The blog in question expects that the pixel (component) values will be expressed as floating-point in the range of [0,1.0).
相关博客期望像浮点数一样表示像素(分量)值,范围在[0, 1.0]内。
This is why this kind of multiplication makes sense, for either the gmem or smem version:
这就是为什么这种类型的乘法对于gmem或smem版本都是有意义的:
unsigned int r = (unsigned int)(256 * in[row * width + col].x);
unsigned int r = (unsigned int)(256 * in[row * width + col].x);
so this is not correct:
所以这是不正确的:
struct IN_TYPE
{
int x;
int y;
int z;
};
结构IN_TYPE
{
int x;
int y;
int z;
};
Instead, you want something like:
相反,你想要像这样:
struct IN_TYPE
{
float x;
float y;
float z;
};
结构IN_TYPE
{
float x;
float y;
float z;
};
and make sure that you initialize those values (`x`, `y`, `z`) in a range of 0.0 to ~0.999999 max.

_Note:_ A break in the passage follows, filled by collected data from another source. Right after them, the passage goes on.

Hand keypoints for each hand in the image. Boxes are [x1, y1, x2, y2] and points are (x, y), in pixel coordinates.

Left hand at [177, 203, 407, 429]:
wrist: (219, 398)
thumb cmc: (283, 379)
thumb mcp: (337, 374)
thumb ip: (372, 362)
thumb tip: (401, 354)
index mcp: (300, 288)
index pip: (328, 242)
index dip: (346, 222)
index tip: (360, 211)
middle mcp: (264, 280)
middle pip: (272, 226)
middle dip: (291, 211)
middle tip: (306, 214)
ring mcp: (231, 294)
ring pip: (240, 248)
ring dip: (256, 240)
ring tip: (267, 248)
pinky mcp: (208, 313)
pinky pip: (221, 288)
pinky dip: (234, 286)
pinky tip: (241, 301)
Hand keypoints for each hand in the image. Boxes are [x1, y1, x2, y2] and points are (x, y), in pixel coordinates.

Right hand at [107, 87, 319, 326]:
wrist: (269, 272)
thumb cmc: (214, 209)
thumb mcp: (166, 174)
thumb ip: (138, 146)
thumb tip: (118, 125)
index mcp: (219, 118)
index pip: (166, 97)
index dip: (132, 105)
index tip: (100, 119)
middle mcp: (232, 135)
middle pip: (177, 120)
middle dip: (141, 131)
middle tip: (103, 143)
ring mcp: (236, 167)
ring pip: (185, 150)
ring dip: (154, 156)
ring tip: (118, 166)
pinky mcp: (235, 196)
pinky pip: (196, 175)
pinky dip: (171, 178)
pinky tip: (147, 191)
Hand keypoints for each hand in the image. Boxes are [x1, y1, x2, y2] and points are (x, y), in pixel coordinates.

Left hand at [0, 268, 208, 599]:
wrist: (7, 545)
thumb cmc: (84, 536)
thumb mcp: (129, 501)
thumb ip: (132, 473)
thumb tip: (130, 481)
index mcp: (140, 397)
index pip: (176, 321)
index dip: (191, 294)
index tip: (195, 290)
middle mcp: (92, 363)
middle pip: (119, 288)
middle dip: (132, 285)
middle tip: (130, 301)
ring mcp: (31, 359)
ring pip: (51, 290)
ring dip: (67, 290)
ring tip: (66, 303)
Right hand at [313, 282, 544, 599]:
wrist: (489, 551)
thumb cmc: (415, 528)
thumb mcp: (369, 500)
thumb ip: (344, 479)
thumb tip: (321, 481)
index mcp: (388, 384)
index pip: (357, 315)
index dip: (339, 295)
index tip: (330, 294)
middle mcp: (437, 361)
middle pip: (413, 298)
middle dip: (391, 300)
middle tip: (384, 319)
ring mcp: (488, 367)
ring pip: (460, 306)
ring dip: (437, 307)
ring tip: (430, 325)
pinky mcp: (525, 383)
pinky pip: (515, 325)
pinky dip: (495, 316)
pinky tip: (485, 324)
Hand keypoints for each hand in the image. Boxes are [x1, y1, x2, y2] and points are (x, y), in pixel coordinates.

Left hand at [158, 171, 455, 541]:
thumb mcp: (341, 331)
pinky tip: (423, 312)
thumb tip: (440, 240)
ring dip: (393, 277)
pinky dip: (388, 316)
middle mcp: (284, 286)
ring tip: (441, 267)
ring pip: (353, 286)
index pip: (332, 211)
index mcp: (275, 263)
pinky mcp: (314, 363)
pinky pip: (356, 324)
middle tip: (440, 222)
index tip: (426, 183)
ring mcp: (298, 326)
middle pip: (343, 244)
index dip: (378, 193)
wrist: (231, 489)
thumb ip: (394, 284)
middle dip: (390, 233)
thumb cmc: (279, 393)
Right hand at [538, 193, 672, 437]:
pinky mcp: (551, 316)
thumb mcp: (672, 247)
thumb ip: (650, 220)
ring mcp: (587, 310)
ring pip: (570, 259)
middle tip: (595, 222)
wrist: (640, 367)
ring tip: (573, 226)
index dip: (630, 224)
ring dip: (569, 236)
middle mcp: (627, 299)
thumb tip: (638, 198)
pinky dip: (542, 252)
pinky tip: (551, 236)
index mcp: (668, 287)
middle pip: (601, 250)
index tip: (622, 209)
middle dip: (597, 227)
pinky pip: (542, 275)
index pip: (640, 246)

并确保你将这些值(`x`,`y`,`z`)初始化在0.0到~0.999999的范围内。
Based on the structure of the code, and as stated in the blog, I'm not sure that more than 256 bins makes any sense.
根据代码的结构,以及博客中的陈述,我不确定超过256个箱子是否有任何意义。
The code quantizes the `float` pixel values to an integer range of [0,255].
代码将浮点像素值量化为整数范围[0,255]。
For the global data, your settings for NUM_PARTS (effectively the number of bins times the number of color components, or "parts" of each histogram) and the size of the output array don't make sense.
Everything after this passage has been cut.